The myeloproliferative variant of HES, accounting for approximately 20% of cases, is distinguished on the basis of clinical and biologic features in common with those of chronic myeloproliferative syndromes, including hepatomegaly, splenomegaly, anemia, thrombocythemia, increased serum vitamin B12 and leukocyte alkaline phosphatase, and circulating leukocyte precursors. Mucosal ulcerations may be prominent. Severe cardiac manifestations are frequent and may be resistant to corticosteroid treatment. Myeloproliferative HES is attributed to a constitutively activated tyrosine kinase fusion protein (Fip1L1-PDGFRα) due to an interstitial chromosomal deletion in 4q12. Imatinib, a tyrosine kinase inhibitor used to treat chronic myelogenous leukemia, proved to be efficacious in patients with the myeloproliferative variant of HES.

Only approximately half of the patients with HES respond to corticosteroid treatment. Other treatments include chemotherapeutic agents (hydroxyurea, vincristine, etoposide), cyclosporine, interferon-α (particularly for the myeloproliferative variant), and the anti–IL-5 antibody mepolizumab. Imatinib has become the major drug used in patients with the myeloproliferative variant of HES, especially when the FipL1-PDGFRα fusion protein is present. The prognosis with HES has improved markedly, with approximately 70% survival at 1 year.

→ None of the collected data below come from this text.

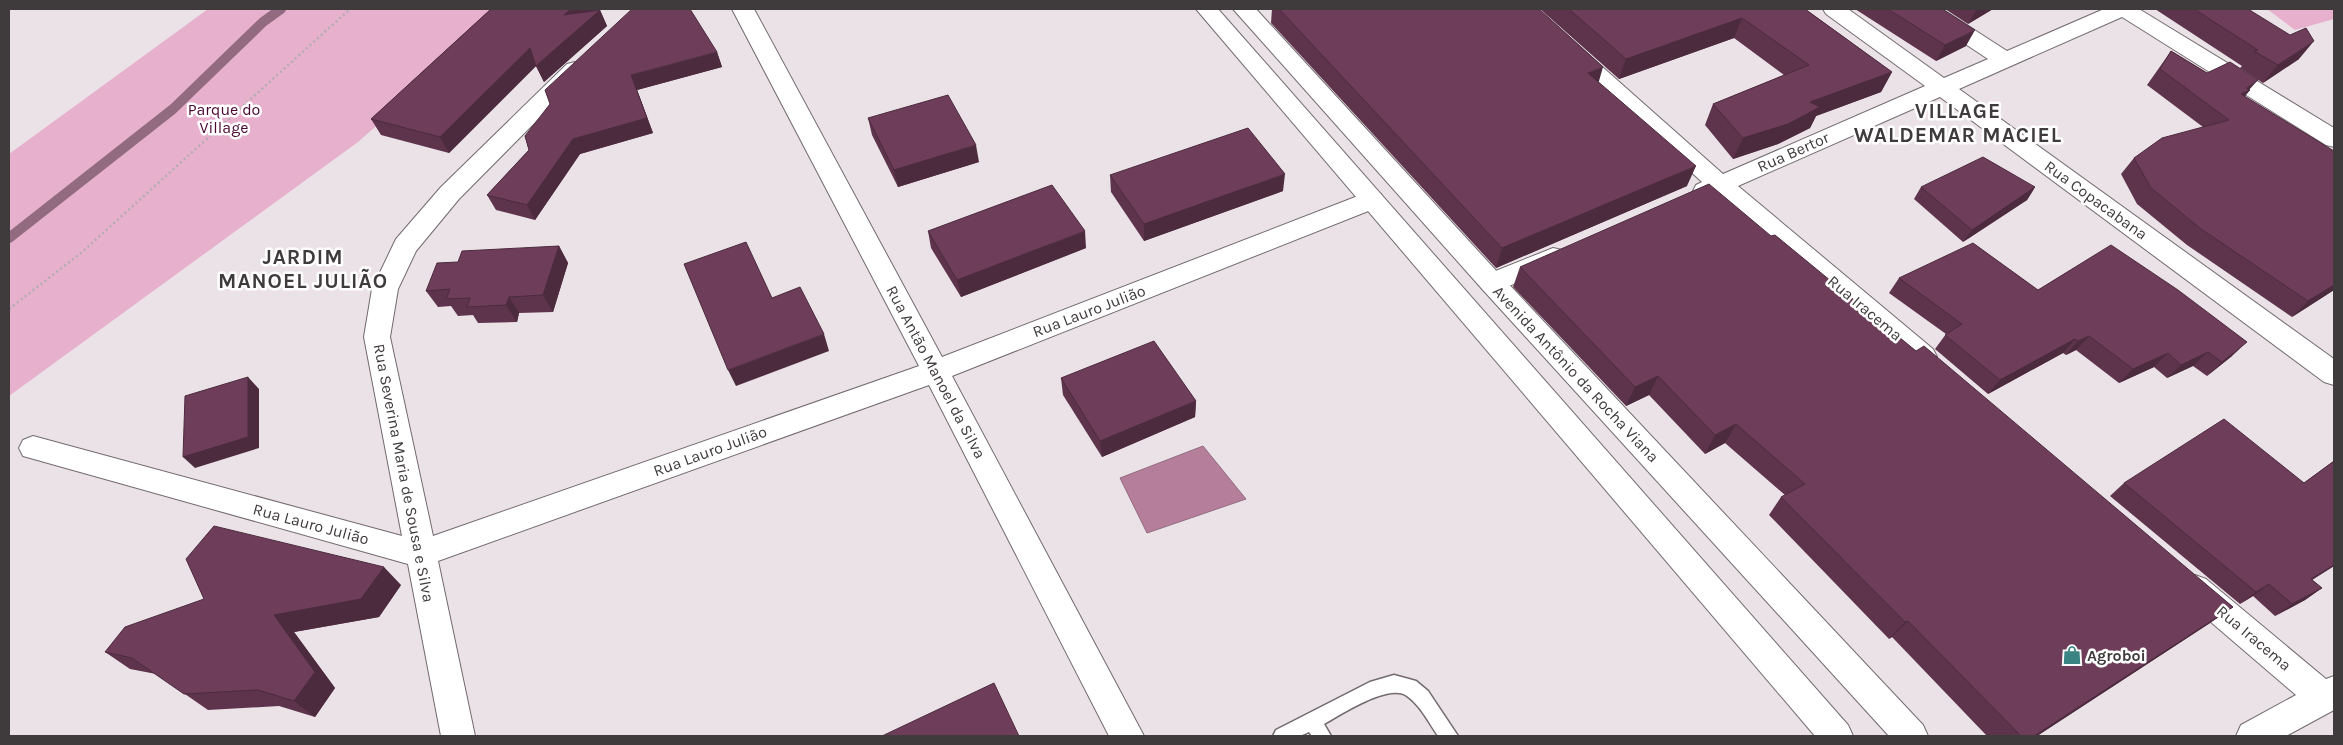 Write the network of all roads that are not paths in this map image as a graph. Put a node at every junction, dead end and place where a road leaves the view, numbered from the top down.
1 (743, 9) edge
2 (1207, 9) edge
3 (1244, 9) edge
4 (1525, 9) edge
5 (1834, 9) edge
6 (1928, 9) edge
7 (2123, 9) edge
8 (594, 51) edge
9 (2004, 59) junction
10 (1942, 86) junction
11 (2334, 139) edge
12 (1720, 185) junction
13 (1372, 200) junction
14 (1683, 201) edge
15 (1574, 248) edge
16 (1492, 283) junction
17 (936, 371) junction
18 (1939, 371) edge
19 (2334, 374) edge
20 (32, 448) dead end
21 (420, 554) junction
22 (2173, 570) edge
23 (2329, 695) edge
24 (1317, 729) edge
25 (458, 736) edge
26 (1127, 736) edge
27 (1282, 736) edge
28 (1449, 736) edge
29 (1836, 736) edge
30 (1912, 736) edge
31 (2253, 736) edge

1 - 17 street, Rua Antão Manoel da Silva
2 - 13 street
3 - 16 street, Avenida Antônio da Rocha Viana
4 - 12 street, Rua Iracema
5 - 10 street, Rua Copacabana
6 - 9 street
7 - 9 street, Rua Bertor
7 - 11 street
8 - 21 street, Rua Severina Maria de Sousa e Silva
9 - 10 street, Rua Bertor
10 - 12 street, Rua Bertor
10 - 19 street, Rua Copacabana
12 - 14 street, Rua Bertor
12 - 18 street, Rua Iracema
13 - 17 street, Rua Lauro Julião
13 - 29 street
15 - 16 street
16 - 30 street, Avenida Antônio da Rocha Viana
17 - 21 street, Rua Lauro Julião
17 - 26 street, Rua Antão Manoel da Silva
20 - 21 street, Rua Lauro Julião
21 - 25 street, Rua Severina Maria de Sousa e Silva
22 - 23 street, Rua Iracema
23 - 31 street
24 - 27 lane
24 - 28 lane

A large proportion of affected patients have idiopathic HES—no cause can be found despite exhaustive analysis, with neither clonal proliferation of lymphocytes nor fusion protein activity detected. Improvement may be obtained with oral corticosteroids or imatinib. Respiratory manifestations in these patients have not been properly studied but seem to be of generally mild severity.